Dotted across the country are exceptions to the brutal new rule, newspapers that are surviving with creative business plans. In North Carolina’s Moore County, owners support the 100-year-old Pilot with revenue raised by side businesses — lifestyle magazines, electronic newsletters, telephone directories, a video production company and a bookstore.
Philanthropy is supporting other efforts to fill gaps created by journalism’s business struggles. Report for America, which sees itself as a Peace Corps for journalists, has sent young reporters into communities in Mississippi, Texas and elsewhere. It has relationships with newsrooms across the country, including AP. The American Journalism Project is raising money to fund local news, and recently announced US$42 million in pledges.
What this effort means for Waynesville, and many small towns like it, remains to be seen.
It briefly had an alternative after the Daily Guide folded. A local businessman, Louie Keen, bankrolled a newspaper, the Uranus Examiner, that was delivered for free. The paper had some journalistic spunk, revealing that the Waynesville mayor had blocked some residents from seeing her postings on the city’s Facebook site. Mayor Hardman said it was inadvertent and quickly corrected.
The paper lasted five issues. Named for the tourist complex Keen owns, he said the Uranus Examiner was shunned by local advertisers because he used to own a strip club and uses sophomoric jokes to promote his businesses.
So Waynesville and St. Robert are left with Darrell Todd Maurina’s Facebook site, which he calls the Pulaski County Daily News.

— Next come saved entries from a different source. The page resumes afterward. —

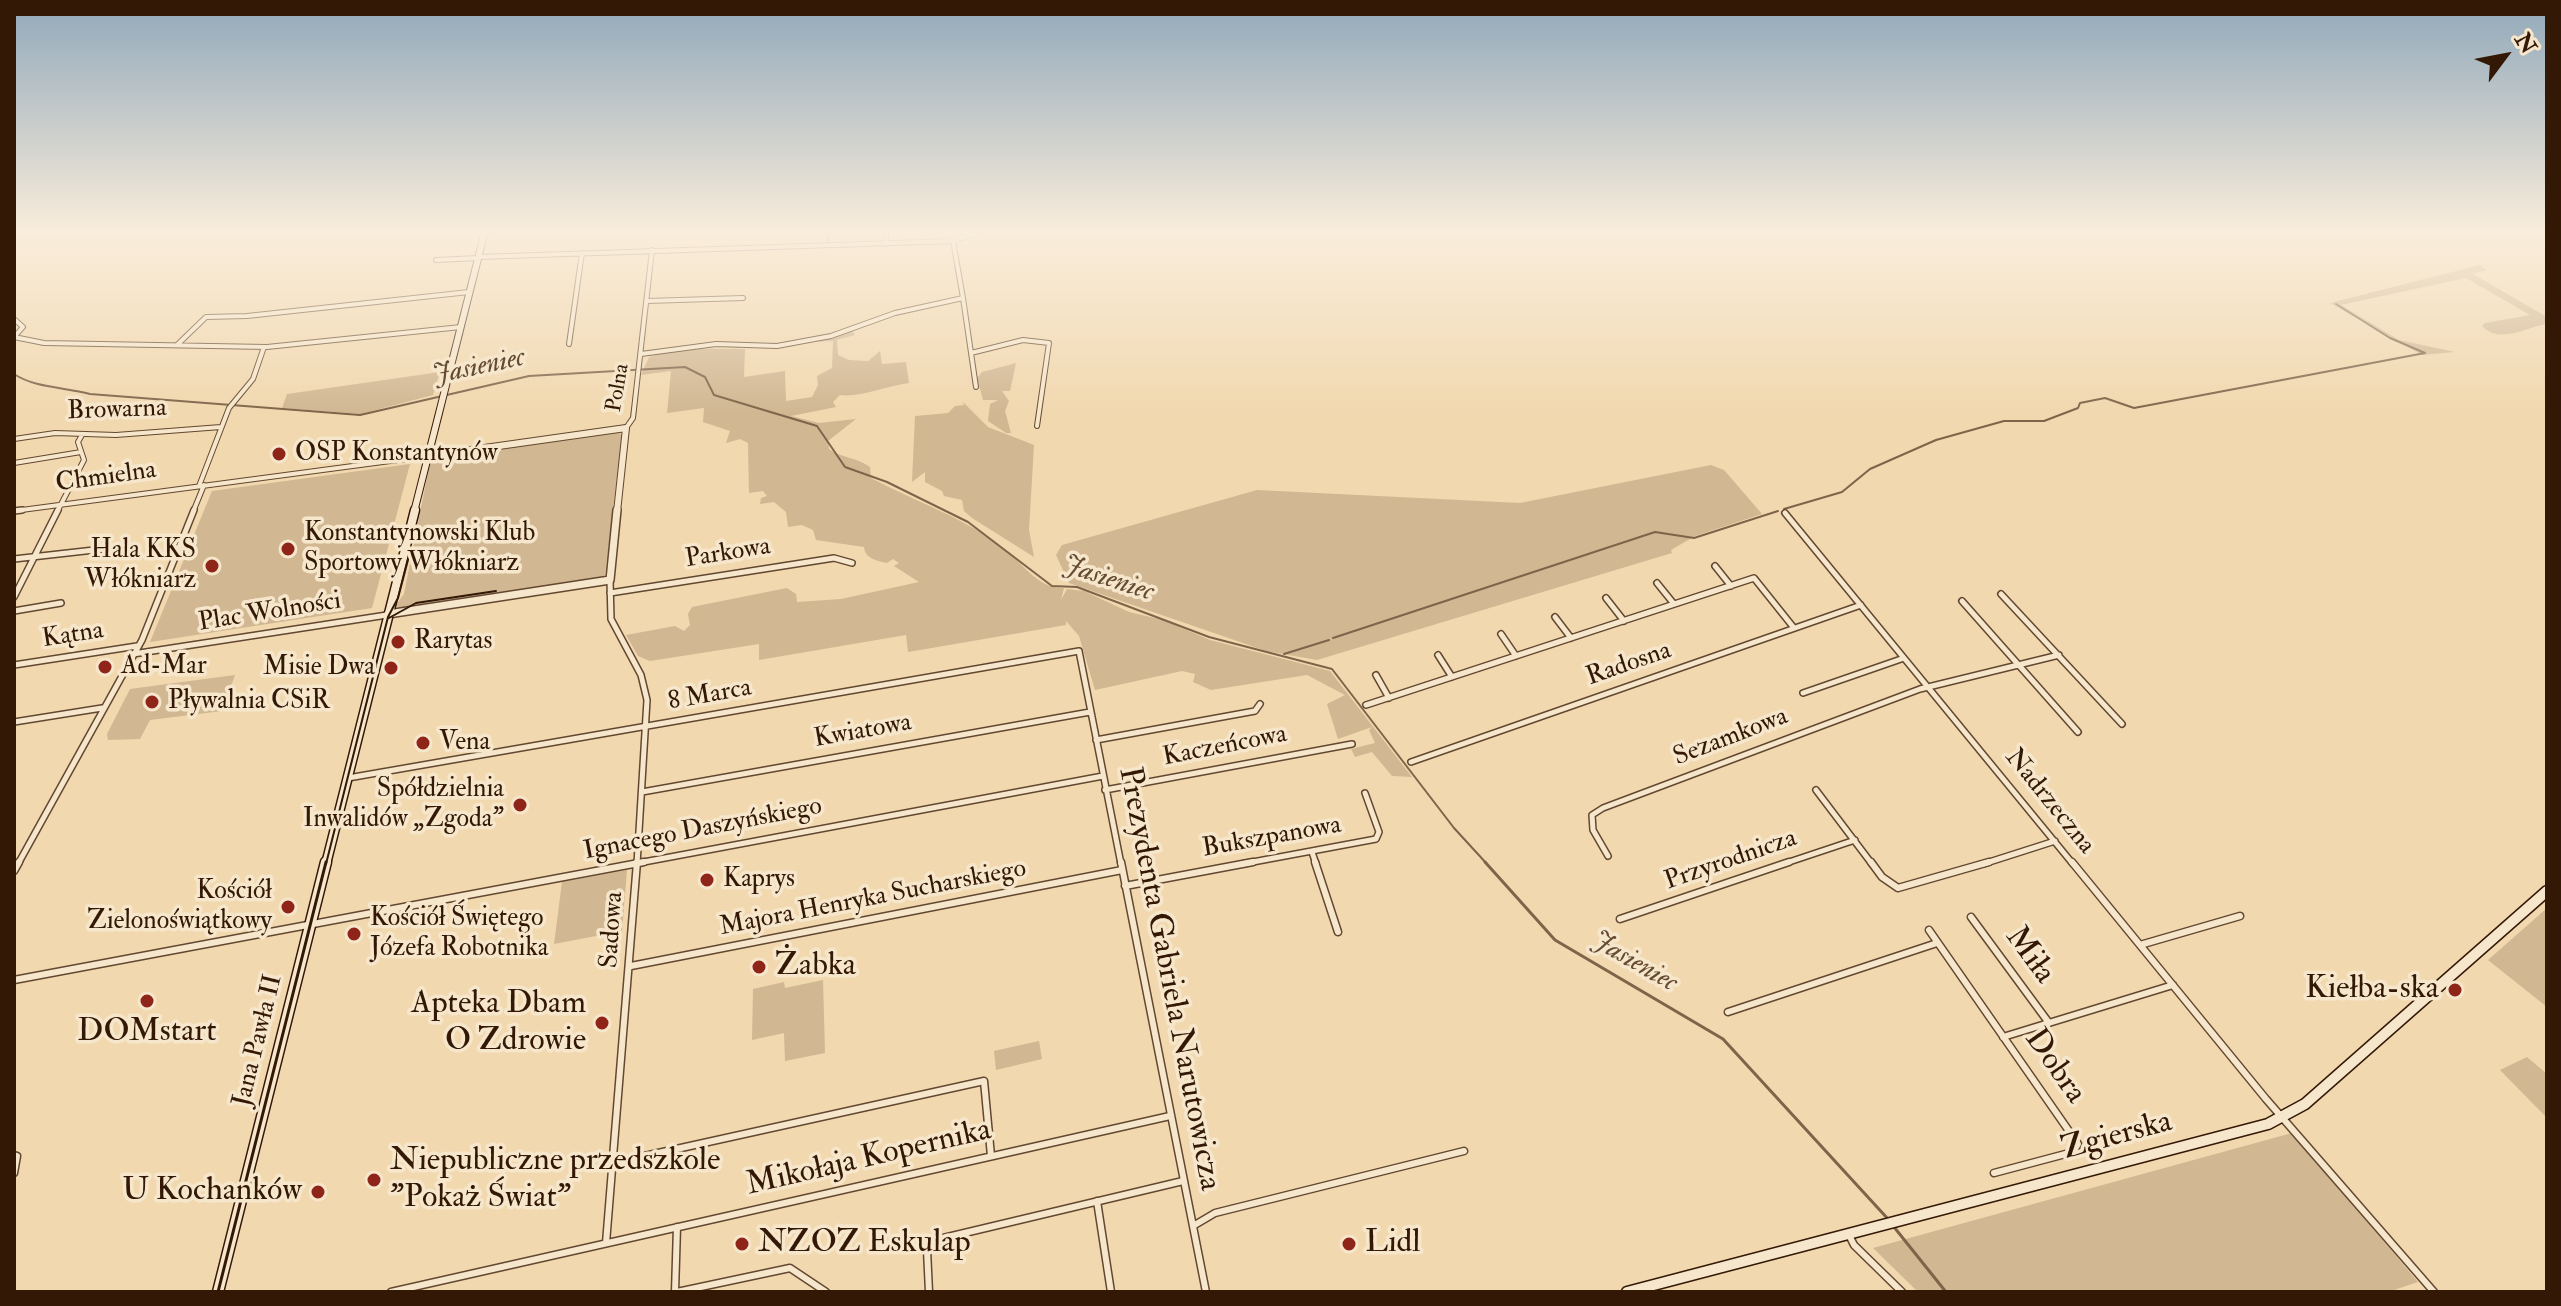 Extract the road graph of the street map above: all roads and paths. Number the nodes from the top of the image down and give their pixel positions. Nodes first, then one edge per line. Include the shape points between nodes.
1 (469, 292) joint
2 (576, 292) edge
3 (648, 292) edge
4 (962, 292) edge
5 (743, 298) dead end
6 (963, 298) junction
7 (647, 301) junction
8 (14, 319) edge
9 (461, 327) junction
10 (569, 344) dead end
11 (177, 345) junction
12 (264, 347) junction
13 (971, 353) junction
14 (641, 354) junction
15 (976, 387) dead end
16 (1037, 426) dead end
17 (221, 427) junction
18 (626, 428) junction
19 (83, 434) junction
20 (14, 439) edge
21 (81, 452) junction
22 (428, 456) junction
23 (14, 463) edge
24 (201, 486) junction
25 (62, 505) junction
26 (14, 511) edge
27 (1785, 513) dead end
28 (103, 549) dead end
29 (34, 556) junction
30 (14, 559) edge
31 (852, 563) dead end
32 (1715, 566) dead end
33 (610, 580) junction
34 (1657, 583) dead end
35 (1731, 586) junction
36 (610, 593) junction
37 (2001, 594) dead end
38 (14, 597) edge
39 (1606, 598) dead end
40 (1962, 601) dead end
41 (61, 603) dead end
42 (1674, 604) junction
43 (1861, 605) junction
44 (14, 611) edge
45 (388, 614) junction
46 (1555, 617) dead end
47 (1624, 621) junction
48 (1794, 628) junction
49 (1501, 634) dead end
50 (1571, 638) junction
51 (138, 646) junction
52 (1079, 651) joint
53 (132, 654) junction
54 (1438, 655) dead end
55 (2059, 655) junction
56 (1516, 656) junction
57 (1904, 658) junction
58 (14, 665) edge
59 (2019, 665) junction
60 (1376, 675) dead end
61 (1452, 677) junction
62 (1929, 688) junction
63 (1803, 693) dead end
64 (1389, 698) junction
65 (1260, 704) dead end
66 (1366, 705) dead end
67 (102, 708) junction
68 (1091, 712) junction
69 (14, 722) edge
70 (2122, 724) dead end
71 (646, 727) junction
72 (2078, 732) dead end
73 (1096, 740) junction
74 (1352, 744) dead end
75 (1411, 762) dead end
76 (1103, 776) junction
77 (348, 778) junction
78 (1105, 790) junction
79 (1816, 790) dead end
80 (642, 792) junction
81 (1365, 793) dead end
82 (1855, 840) junction
83 (2055, 841) junction
84 (1312, 852) junction
85 (1608, 856) dead end
86 (638, 863) junction
87 (1122, 870) junction
88 (14, 871) edge
89 (1125, 886) junction
90 (2547, 891) edge
91 (2240, 916) dead end
92 (1971, 917) dead end
93 (1620, 919) dead end
94 (310, 922) junction
95 (1929, 930) dead end
96 (1338, 932) dead end
97 (1937, 943) junction
98 (2140, 945) junction
99 (631, 966) junction
100 (14, 980) edge
101 (2173, 985) junction
102 (1728, 1012) dead end
103 (2049, 1023) junction
104 (2003, 1037) junction
105 (1170, 1116) junction
106 (2282, 1117) junction
107 (1464, 1151) dead end
108 (14, 1155) edge
109 (991, 1156) junction
110 (613, 1163) junction
111 (14, 1173) edge
112 (1994, 1173) dead end
113 (1183, 1181) junction
114 (1097, 1201) junction
115 (1193, 1226) junction
116 (677, 1227) junction
117 (1849, 1235) junction
118 (606, 1243) junction
119 (218, 1292) edge
120 (391, 1292) edge
121 (676, 1292) edge
122 (826, 1292) edge
123 (929, 1292) edge
124 (1111, 1292) edge
125 (1206, 1292) edge
126 (1627, 1292) edge
127 (1902, 1292) edge
128 (2434, 1292) edge

1 - 9 main road, Jana Pawła II
1 - 11 street via 206,317
2 - 10 street
3 - 7 street
4 - 6 street
5 - 7 street
6 - 13 street
6 - 14 street, Polna via 788,344 716,344
7 - 14 street
8 - 11 street via 22,329 14,337 44,343
9 - 12 street
9 - 22 main road, Jana Pawła II
11 - 12 street
12 - 17 street via 253,379
13 - 15 street
13 - 16 street via 1023,340 1049,343
14 - 18 street, Polna via 633,418
17 - 19 street, Browarna
17 - 24 street
18 - 22 street
18 - 33 street
19 - 20 street, Browarna
19 - 21 street via 78,442
21 - 23 street
21 - 25 street via 84,460
22 - 24 street
22 - 45 main road, Jana Pawła II
24 - 25 street, Chmielna
24 - 51 street
25 - 26 street, Chmielna
25 - 29 street
27 - 43 street, Nadrzeczna
28 - 29 street
29 - 30 street
29 - 38 street
31 - 36 street, Parkowa via 834,558
32 - 35 street
33 - 36 street, Sadowa
33 - 45 street, Plac Wolności
34 - 42 street
35 - 42 street
35 - 48 street via 1754,578
36 - 71 street, Sadowa via 613,624 644,681
37 - 55 street
39 - 47 street
40 - 59 street
41 - 44 street
42 - 47 street
43 - 48 street, Radosna
43 - 57 street, Nadrzeczna
45 - 53 street, Plac Wolności
45 - 77 main road, Jana Pawła II
46 - 50 street
47 - 50 street
48 - 75 street, Radosna
49 - 56 street
50 - 56 street
51 - 53 street
51 - 58 street, Kątna
52 - 68 street, Prezydenta Gabriela Narutowicza
52 - 71 street, 8 Marca
53 - 67 street
54 - 61 street
55 - 59 street
55 - 70 street
56 - 61 street
57 - 62 street, Nadrzeczna
57 - 63 street
59 - 62 street
59 - 72 street
60 - 64 street
61 - 64 street
62 - 83 street, Nadrzeczna
62 - 85 street, Sezamkowa via 1603,808 1591,822
64 - 66 street
65 - 73 street, Prezydenta Gabriela Narutowicza via 1255,711
67 - 69 street
67 - 88 street
68 - 73 street, Prezydenta Gabriela Narutowicza
68 - 80 street, Kwiatowa
71 - 77 street, 8 Marca
71 - 80 street, Sadowa
73 - 76 street, Prezydenta Gabriela Narutowicza
74 - 78 street, Kaczeńcowa
76 - 78 street, Prezydenta Gabriela Narutowicza
76 - 86 street, Ignacego Daszyńskiego
77 - 94 main road, Jana Pawła II
78 - 87 street, Prezydenta Gabriela Narutowicza
79 - 82 street
80 - 86 street, Sadowa
81 - 84 street, Bukszpanowa via 1380,837
82 - 83 street via 1882,877 1898,888
82 - 93 street, Przyrodnicza
83 - 98 street, Nadrzeczna
84 - 89 street, Bukszpanowa
84 - 96 street
86 - 94 street, Ignacego Daszyńskiego
86 - 99 street, Sadowa
87 - 89 street, Prezydenta Gabriela Narutowicza
87 - 99 street, Majora Henryka Sucharskiego
89 - 105 street, Prezydenta Gabriela Narutowicza
90 - 106 main road, Zgierska via 2305,1104
91 - 98 street
92 - 103 street, Miła
94 - 100 street, Ignacego Daszyńskiego
94 - 119 main road, Jana Pawła II
95 - 97 street, Dobra
97 - 102 street
97 - 104 street, Dobra
98 - 101 street, Nadrzeczna
99 - 110 street, Sadowa
101 - 103 street, Miła
101 - 106 street, Nadrzeczna
103 - 104 street, Miła
104 - 112 street, Dobra via 2078,1144 2073,1152
105 - 109 street, Mikołaja Kopernika
105 - 113 street, Prezydenta Gabriela Narutowicza
106 - 117 main road, Zgierska
106 - 128 street, Nadrzeczna
107 - 115 street, Prezydenta Gabriela Narutowicza via 1215,1213
108 - 111 street
109 - 110 street via 984,1081
109 - 116 street, Mikołaja Kopernika
110 - 118 street, Sadowa
113 - 114 street
113 - 115 street, Prezydenta Gabriela Narutowicza
114 - 123 street via 935,1240 927,1250
114 - 124 street
115 - 125 street, Prezydenta Gabriela Narutowicza
116 - 118 street, Mikołaja Kopernika
116 - 121 street
117 - 126 main road, Zgierska
117 - 127 street
118 - 120 street, Mikołaja Kopernika
121 - 122 street via 790,1268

A former Army civilian public affairs officer who worked at the Daily Guide in the 2000s, Maurina posts live from community meetings, reports on accidents on the nearby interstate and publishes obituaries. It’s meat-and-potatoes local news.
When he’s not at meetings, he works from a windowless office in the basement of his home. Court documents and papers are piled on the floor and coffee table near a police radio scanner, fax machine and television. On his desk are a well-worn Bible, small American flag and a signed photograph of President Gerald Ford thanking Maurina’s father for his support.
Maurina typically is awake before 5am to check the local radio station, if the scanner hasn’t roused him earlier.
“I really believe that as large newspaper chains cut staff of small newspapers, and small newspapers wither and die, that’s going to cause major problems in communities,” he said. “Somebody needs to pick up the slack and, at least in this community, I’m able to do that.”
Maurina’s efforts have some support, even from the city councilman who said he once threatened to throw Maurina out a window over a disagreement about a story.
“He’s an equal opportunity agitator,” said Ed Conley, another council member. “He tries to be fair, and to be honest about it, he does a good job, but he’s just one person and he’s limited by social media.”
Maurina declines to share many details about the finances for his online site. He also acknowledges some holes in his coverage, especially of sports.
For local athletics, some people turn instead to a Facebook site run by Allen Hilliard, a former Daily Guide stringer and school bus driver who has been posting photos, videos and newsletters about local youth and high school teams. Hilliard isn’t making much money from his time-consuming hobby, but like Maurina, he takes pride in providing a community service.
“If I quit doing it, then essentially there would be no (sports) coverage of anyone,” he said.
Maurina says he knows journalists need to go back to the basics to survive — or revive — in small-town America.
“We need to go back to what was done in the late 1800s — being everywhere at every event, telling everyone what the sirens were about last night,” he said.
Good idea. Who’s going to pay for it?